Work item —
In the material below, find each line with the string "COURT" and copy it.
--- Extracted information ---
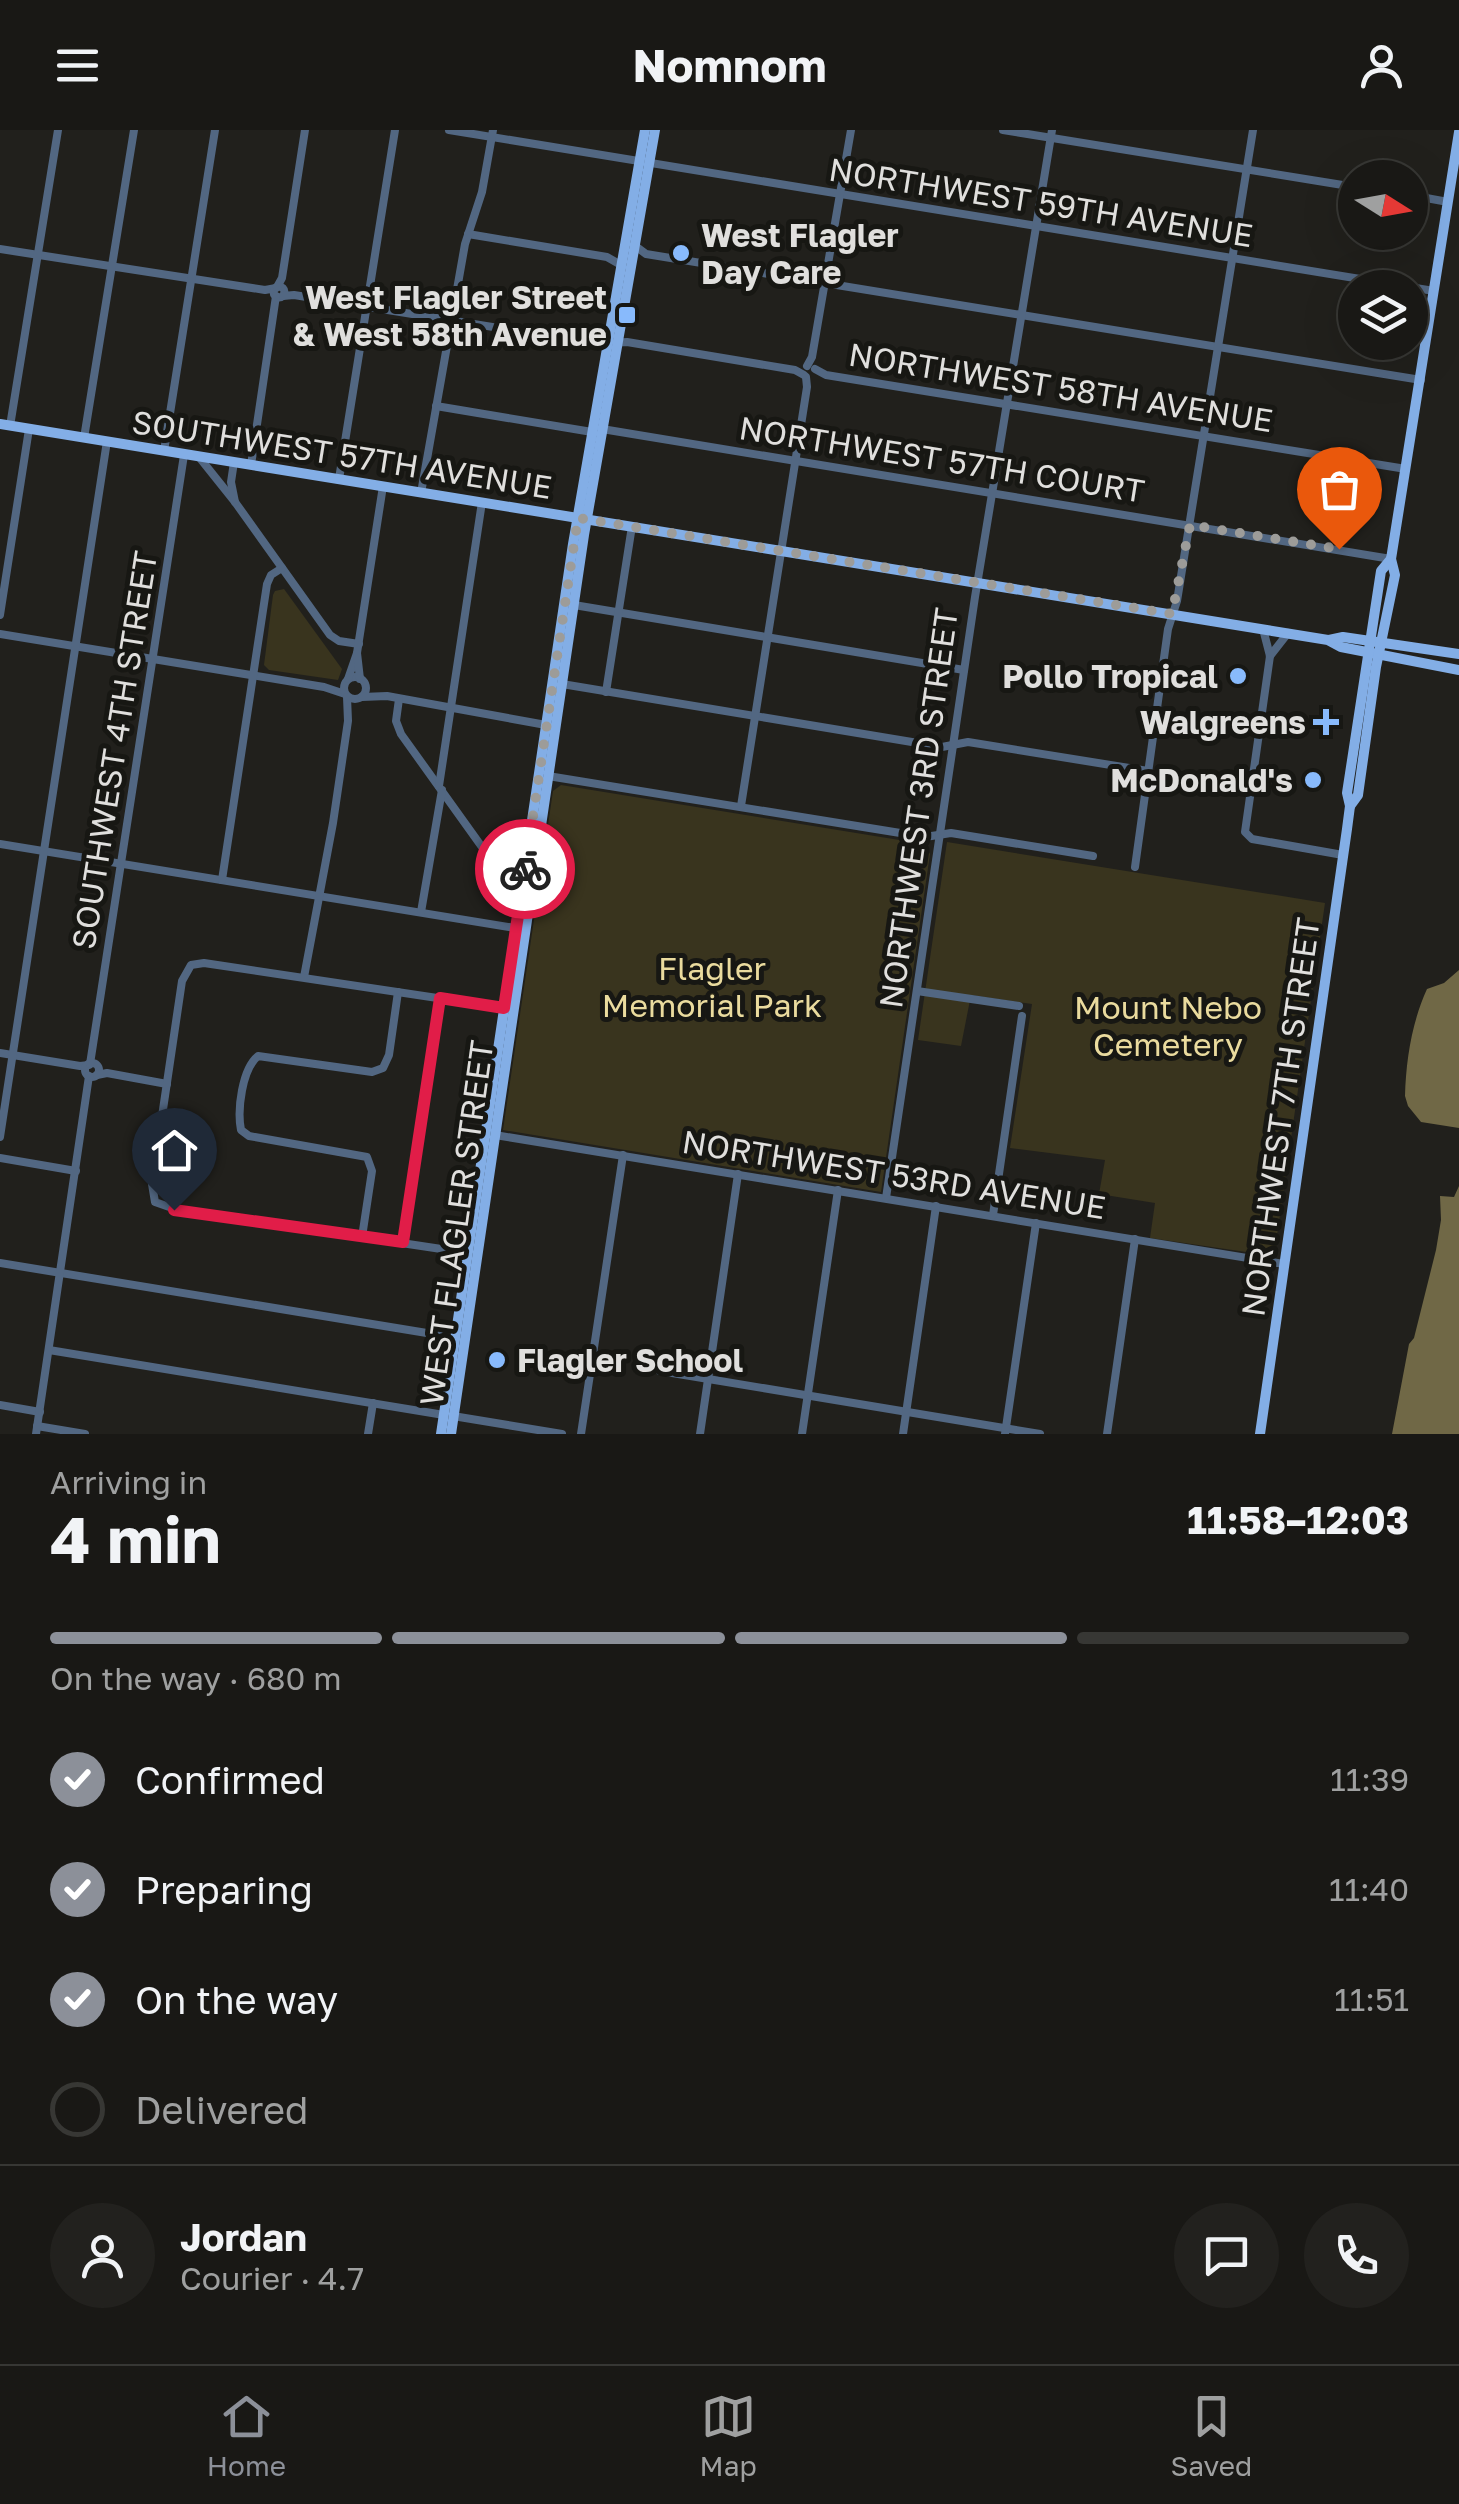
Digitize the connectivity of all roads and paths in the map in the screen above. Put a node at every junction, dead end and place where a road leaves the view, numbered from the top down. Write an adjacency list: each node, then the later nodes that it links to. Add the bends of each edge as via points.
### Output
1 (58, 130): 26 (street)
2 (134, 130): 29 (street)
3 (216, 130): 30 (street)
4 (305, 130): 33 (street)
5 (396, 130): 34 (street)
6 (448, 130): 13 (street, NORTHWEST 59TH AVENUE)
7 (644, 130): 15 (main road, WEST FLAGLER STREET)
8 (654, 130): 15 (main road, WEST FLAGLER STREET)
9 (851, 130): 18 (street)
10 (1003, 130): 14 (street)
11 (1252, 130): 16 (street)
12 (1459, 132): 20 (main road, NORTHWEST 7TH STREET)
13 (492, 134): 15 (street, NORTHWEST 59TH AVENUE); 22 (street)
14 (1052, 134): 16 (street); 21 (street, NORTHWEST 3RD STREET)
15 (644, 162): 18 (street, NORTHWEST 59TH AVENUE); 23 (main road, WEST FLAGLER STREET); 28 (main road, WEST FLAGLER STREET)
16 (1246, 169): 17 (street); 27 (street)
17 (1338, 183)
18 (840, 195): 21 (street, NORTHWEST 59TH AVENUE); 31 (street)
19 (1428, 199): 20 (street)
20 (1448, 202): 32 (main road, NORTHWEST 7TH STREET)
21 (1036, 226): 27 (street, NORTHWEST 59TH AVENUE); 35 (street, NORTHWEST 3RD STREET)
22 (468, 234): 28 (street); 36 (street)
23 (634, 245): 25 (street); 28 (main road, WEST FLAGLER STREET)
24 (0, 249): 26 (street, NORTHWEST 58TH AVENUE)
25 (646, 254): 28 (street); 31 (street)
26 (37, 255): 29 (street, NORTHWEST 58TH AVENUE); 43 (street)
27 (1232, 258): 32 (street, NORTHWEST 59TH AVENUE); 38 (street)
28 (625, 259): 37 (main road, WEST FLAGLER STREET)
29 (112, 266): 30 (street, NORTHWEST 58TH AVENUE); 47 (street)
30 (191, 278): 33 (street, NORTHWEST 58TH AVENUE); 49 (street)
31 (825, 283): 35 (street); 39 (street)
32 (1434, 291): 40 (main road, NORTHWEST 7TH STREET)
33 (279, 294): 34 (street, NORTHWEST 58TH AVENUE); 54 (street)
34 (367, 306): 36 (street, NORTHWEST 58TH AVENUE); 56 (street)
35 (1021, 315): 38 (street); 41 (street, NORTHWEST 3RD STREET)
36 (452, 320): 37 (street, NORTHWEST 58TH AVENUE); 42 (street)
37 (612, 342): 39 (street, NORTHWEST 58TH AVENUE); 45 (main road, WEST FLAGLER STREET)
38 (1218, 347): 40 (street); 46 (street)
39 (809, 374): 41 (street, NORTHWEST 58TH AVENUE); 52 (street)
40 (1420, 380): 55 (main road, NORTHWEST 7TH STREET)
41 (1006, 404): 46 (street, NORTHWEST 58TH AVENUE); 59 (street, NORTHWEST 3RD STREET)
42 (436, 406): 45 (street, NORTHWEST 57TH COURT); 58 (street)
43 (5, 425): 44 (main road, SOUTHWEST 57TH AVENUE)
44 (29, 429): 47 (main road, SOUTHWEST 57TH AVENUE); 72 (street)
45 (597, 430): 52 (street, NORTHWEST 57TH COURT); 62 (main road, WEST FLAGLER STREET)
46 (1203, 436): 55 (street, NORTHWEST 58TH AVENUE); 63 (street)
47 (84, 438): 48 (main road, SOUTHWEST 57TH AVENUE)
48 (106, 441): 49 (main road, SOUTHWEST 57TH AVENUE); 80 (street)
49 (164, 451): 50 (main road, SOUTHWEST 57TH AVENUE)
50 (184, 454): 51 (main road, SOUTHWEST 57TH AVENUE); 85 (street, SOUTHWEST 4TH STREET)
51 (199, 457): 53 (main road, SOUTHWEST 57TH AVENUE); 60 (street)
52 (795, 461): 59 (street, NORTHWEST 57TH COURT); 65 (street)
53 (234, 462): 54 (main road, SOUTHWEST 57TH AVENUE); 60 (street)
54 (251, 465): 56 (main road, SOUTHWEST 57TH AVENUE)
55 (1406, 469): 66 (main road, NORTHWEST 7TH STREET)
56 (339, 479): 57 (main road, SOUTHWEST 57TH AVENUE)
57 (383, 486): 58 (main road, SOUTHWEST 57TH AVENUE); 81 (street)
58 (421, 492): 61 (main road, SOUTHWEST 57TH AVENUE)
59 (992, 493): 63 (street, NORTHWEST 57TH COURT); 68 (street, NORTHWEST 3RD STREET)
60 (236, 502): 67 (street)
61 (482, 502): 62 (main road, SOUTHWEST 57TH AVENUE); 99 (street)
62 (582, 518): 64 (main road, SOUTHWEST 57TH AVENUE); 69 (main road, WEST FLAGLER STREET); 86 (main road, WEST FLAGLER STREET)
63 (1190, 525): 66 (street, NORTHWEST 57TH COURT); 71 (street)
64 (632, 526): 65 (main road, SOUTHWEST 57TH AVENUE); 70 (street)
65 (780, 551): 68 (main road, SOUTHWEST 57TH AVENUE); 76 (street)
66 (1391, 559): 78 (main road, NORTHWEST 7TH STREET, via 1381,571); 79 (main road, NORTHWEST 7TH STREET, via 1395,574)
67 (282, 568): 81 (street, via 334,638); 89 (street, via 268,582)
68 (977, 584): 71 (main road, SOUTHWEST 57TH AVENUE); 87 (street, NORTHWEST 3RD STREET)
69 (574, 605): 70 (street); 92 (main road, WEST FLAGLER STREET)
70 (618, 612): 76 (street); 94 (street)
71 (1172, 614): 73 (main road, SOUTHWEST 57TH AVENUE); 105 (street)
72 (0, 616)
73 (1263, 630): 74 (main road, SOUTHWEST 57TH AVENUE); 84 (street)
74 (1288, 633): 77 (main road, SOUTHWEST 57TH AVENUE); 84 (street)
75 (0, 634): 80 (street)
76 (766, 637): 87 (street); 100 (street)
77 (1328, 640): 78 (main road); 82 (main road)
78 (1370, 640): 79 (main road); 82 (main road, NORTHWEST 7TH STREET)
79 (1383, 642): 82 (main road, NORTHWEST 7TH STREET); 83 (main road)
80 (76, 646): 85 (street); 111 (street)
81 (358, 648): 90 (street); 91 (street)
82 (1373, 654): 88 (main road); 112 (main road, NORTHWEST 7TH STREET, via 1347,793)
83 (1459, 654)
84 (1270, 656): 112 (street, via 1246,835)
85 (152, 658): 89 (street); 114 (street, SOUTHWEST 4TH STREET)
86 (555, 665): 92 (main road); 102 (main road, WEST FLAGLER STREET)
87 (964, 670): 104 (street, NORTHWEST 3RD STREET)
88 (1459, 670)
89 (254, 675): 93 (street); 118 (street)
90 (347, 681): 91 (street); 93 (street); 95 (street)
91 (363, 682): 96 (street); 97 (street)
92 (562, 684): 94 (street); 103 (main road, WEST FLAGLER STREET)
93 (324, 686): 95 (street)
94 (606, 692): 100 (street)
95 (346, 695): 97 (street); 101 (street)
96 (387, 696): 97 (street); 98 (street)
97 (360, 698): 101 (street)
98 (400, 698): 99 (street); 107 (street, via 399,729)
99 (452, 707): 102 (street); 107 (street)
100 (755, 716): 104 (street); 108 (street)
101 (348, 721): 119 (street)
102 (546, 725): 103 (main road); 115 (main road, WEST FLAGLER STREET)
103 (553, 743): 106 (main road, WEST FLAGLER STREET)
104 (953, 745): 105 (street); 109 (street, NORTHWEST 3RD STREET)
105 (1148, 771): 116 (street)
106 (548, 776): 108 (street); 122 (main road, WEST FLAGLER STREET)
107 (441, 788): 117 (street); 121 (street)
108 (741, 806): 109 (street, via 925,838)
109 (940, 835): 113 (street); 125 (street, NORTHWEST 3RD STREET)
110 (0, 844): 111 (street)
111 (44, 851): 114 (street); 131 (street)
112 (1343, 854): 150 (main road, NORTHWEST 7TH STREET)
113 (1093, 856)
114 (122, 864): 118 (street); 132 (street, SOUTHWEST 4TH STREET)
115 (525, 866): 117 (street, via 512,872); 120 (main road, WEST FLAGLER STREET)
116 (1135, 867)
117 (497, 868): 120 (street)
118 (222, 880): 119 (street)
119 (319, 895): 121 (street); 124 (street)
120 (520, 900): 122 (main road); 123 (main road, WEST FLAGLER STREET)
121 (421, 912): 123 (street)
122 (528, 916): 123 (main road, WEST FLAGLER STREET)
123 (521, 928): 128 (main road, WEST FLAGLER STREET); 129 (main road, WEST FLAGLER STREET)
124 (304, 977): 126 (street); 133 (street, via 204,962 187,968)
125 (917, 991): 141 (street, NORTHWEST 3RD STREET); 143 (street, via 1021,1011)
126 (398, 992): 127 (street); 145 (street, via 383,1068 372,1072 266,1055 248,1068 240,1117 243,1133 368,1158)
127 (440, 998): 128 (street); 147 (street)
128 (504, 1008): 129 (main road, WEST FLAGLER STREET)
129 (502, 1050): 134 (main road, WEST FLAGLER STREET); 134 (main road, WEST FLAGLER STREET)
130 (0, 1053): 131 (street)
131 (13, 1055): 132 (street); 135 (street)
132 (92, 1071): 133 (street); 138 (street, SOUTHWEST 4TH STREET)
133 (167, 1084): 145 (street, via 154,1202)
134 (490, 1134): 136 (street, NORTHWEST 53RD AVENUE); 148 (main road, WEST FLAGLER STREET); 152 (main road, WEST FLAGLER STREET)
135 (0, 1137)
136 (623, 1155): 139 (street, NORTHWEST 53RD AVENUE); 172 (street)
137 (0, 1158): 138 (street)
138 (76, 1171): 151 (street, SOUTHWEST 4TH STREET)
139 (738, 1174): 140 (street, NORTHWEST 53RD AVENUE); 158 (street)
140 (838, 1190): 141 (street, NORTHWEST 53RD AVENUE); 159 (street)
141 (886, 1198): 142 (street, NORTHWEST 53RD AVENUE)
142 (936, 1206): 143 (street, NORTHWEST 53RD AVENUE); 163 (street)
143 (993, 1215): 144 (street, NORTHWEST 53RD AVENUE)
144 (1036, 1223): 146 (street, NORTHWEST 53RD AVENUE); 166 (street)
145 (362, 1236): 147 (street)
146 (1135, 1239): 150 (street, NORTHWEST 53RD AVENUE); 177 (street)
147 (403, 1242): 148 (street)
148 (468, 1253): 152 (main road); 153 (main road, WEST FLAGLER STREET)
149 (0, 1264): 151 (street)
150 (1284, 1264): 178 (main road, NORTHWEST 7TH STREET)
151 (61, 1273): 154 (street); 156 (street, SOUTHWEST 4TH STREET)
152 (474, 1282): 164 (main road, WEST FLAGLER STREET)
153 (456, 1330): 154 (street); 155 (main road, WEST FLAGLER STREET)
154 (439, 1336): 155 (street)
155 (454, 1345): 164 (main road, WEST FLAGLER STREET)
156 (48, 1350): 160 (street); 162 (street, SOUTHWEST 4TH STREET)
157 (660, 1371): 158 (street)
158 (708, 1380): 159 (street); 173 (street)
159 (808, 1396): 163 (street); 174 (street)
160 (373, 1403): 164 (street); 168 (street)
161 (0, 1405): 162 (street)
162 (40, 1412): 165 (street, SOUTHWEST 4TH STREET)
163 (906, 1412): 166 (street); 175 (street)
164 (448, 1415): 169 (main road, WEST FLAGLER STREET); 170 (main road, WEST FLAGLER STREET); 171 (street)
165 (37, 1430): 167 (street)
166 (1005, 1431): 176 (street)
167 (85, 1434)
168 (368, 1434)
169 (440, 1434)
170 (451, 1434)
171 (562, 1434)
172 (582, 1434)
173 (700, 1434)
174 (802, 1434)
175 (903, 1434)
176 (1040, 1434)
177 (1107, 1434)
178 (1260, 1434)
---
Output for this task —
42 (436, 406): 45 (street, NORTHWEST 57TH COURT); 58 (street)
45 (597, 430): 52 (street, NORTHWEST 57TH COURT); 62 (main road, WEST FLAGLER STREET)
52 (795, 461): 59 (street, NORTHWEST 57TH COURT); 65 (street)
59 (992, 493): 63 (street, NORTHWEST 57TH COURT); 68 (street, NORTHWEST 3RD STREET)
63 (1190, 525): 66 (street, NORTHWEST 57TH COURT); 71 (street)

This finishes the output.